Mickey Hess is Assistant Professor of English at Rider University, and the editor of Greenwood Press's Icons of Hip Hop: An Encyclopedia of the Movement, Music, and Culture.
Hess believes that the foundations of the lyrics of the music,
which initially told stories about the artists as well as about
their culture and environments, are disappearing. He offers a
social and historical timeline of the music genre….The author
reviews artists' biographies, marketing- and media- driven
personas, and the scenarios that glorify violence and misogyny via
offensive lyrics and videos. Capitalism and commercialism have
affected the fabric of the music, but it is not dead yet. Notes and
a historical biography supplement the text. Recommended for college
collections and anyone studying the history of rap music.
*MultiCultural Review*
Any college-level library strong in contemporary music culture
needs Is Hip Hop Dead?, sure to be a popular library lead.
*Midwest Book Review*
When rapper Nas released his 2006 album Hip Hop is Dead, he became
yet one more voice warning that excessive commercialism had killed
off the vitality of the music. Hess (English, Rider U.) explores
the relative validity of these fears through analysis of issues of
authenticity as expressed in the lyrics of rap artists.

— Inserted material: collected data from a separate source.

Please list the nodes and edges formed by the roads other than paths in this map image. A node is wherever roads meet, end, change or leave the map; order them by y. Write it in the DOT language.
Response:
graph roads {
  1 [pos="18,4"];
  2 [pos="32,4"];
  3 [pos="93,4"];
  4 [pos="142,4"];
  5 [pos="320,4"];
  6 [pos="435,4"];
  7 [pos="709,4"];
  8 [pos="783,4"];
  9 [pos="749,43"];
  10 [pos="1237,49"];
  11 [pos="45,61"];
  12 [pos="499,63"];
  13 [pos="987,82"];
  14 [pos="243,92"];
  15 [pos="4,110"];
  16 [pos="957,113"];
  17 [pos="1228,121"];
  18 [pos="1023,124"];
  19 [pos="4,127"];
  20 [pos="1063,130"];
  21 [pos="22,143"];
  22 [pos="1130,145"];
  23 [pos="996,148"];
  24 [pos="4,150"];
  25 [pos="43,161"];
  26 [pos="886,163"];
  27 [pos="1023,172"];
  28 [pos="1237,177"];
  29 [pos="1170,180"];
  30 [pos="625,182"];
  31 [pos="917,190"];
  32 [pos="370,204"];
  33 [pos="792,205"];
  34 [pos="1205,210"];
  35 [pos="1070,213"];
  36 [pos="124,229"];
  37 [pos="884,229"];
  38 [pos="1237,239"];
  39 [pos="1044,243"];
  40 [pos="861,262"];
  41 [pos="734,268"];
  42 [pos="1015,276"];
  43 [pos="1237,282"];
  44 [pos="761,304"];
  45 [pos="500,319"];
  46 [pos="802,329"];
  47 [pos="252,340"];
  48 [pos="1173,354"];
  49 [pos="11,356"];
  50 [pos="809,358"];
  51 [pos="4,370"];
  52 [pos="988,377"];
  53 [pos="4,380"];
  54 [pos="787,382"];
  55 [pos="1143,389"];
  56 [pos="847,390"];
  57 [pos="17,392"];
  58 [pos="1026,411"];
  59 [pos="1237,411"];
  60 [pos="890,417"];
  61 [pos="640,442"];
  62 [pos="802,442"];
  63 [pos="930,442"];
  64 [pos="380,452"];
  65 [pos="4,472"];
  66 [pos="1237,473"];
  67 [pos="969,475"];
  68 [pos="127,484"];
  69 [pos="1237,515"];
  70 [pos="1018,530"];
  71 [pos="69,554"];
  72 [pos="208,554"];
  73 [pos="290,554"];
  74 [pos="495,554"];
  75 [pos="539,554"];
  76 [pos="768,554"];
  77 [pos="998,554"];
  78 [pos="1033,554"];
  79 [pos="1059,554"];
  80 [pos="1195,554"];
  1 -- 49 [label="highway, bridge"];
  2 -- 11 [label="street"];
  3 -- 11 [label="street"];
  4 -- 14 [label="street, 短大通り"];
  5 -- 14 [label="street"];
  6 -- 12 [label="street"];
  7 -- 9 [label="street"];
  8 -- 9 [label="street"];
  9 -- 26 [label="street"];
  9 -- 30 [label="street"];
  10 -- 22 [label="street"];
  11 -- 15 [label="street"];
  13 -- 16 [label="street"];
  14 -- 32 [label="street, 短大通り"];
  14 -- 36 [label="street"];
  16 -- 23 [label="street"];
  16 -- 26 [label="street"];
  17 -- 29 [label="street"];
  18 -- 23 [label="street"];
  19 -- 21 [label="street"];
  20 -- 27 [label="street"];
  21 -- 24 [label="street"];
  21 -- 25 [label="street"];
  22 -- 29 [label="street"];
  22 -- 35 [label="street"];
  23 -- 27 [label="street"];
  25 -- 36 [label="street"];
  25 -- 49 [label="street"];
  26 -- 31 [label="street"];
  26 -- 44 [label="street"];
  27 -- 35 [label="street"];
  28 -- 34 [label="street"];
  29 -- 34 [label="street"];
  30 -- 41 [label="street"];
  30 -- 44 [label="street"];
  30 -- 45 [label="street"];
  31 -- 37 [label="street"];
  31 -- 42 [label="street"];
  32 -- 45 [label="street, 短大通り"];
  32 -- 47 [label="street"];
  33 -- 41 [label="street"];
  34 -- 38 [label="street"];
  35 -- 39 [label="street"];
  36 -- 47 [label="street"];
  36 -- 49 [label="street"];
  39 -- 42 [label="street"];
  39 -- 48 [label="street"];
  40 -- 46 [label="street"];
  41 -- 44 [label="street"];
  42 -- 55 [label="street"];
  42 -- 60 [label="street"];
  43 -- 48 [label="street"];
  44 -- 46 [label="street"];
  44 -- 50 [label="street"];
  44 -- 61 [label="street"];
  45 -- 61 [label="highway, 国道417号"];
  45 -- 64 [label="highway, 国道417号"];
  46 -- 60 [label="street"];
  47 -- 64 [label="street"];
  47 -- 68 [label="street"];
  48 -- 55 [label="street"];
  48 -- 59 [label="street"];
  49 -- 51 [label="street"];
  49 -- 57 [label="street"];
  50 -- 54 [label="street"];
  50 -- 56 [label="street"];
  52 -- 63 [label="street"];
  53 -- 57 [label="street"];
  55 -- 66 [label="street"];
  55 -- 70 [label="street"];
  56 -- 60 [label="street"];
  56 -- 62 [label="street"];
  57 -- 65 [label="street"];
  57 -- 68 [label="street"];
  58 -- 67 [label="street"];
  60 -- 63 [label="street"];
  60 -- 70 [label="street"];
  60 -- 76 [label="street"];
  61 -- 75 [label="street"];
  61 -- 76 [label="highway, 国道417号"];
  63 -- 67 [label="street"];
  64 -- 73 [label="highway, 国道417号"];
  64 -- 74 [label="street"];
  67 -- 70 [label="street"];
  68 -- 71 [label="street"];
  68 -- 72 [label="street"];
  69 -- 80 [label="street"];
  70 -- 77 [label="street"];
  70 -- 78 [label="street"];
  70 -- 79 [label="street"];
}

Over the
course of the discussion, he discusses how the artists represent
their career paths and their roles in the music industry,
complications of hip hop's basis in autobiography in the lyrical
personas of such artists as Digital Underground and MF DOOM, the
ways white artists such as an Eminem frame their autobiographies
within the model of hip hop authenticity, and the role of parody in
confronting racial stereotypes related to social privilege.